▸ **Assignment**
Once the line holding "wrist: (873, 767)" is found in the listing below, write it out and each later line exactly, up to and including the one holding "pinky dip: (685, 683)".

▸ **Extracted entries**
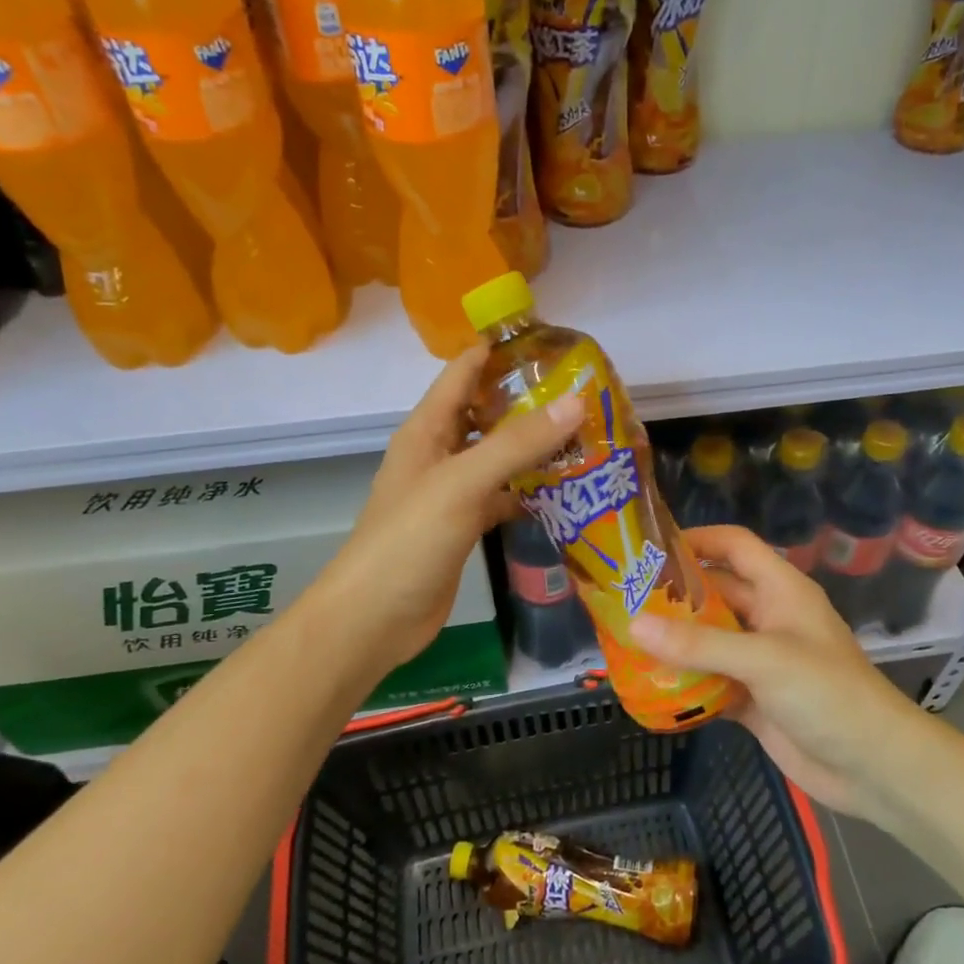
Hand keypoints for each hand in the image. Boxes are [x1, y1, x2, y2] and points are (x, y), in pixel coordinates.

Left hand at [310, 346, 582, 675]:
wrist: (375, 619)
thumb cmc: (409, 540)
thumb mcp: (463, 484)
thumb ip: (517, 444)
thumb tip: (576, 402)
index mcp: (428, 430)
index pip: (465, 371)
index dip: (503, 351)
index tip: (556, 344)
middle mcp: (440, 453)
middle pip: (488, 413)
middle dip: (532, 401)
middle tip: (587, 396)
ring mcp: (452, 491)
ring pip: (500, 457)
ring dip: (537, 448)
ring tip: (588, 437)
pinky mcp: (465, 525)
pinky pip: (503, 496)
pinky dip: (531, 491)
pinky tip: (567, 491)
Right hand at [630, 525, 924, 817]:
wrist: (873, 767)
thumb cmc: (827, 693)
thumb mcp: (763, 659)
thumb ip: (699, 644)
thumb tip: (634, 625)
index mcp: (780, 590)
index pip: (735, 546)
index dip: (697, 539)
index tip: (649, 547)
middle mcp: (768, 618)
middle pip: (714, 594)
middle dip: (673, 596)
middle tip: (621, 599)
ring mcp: (760, 660)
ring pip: (708, 640)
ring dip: (674, 642)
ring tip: (623, 640)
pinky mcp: (753, 698)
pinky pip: (710, 681)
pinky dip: (685, 683)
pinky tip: (649, 686)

▸ **Written response**
wrist: (873, 767)
thumb cmc: (827, 693)
thumb mcp: (763, 659)
thumb ip: (699, 644)
thumb tip: (634, 625)
index mcp: (780, 590)
index pip: (735, 546)
index dip: (697, 539)
index tip: (649, 547)
middle mcp: (768, 618)
middle pip: (714, 594)
middle dip: (673, 596)
middle tip: (621, 599)
ring mcp: (760, 660)
ring pip: (708, 640)
ring dip: (674, 642)
ring tip: (623, 640)
pinky mcp: (753, 698)
pinky pip: (710, 681)
pinky dip: (685, 683)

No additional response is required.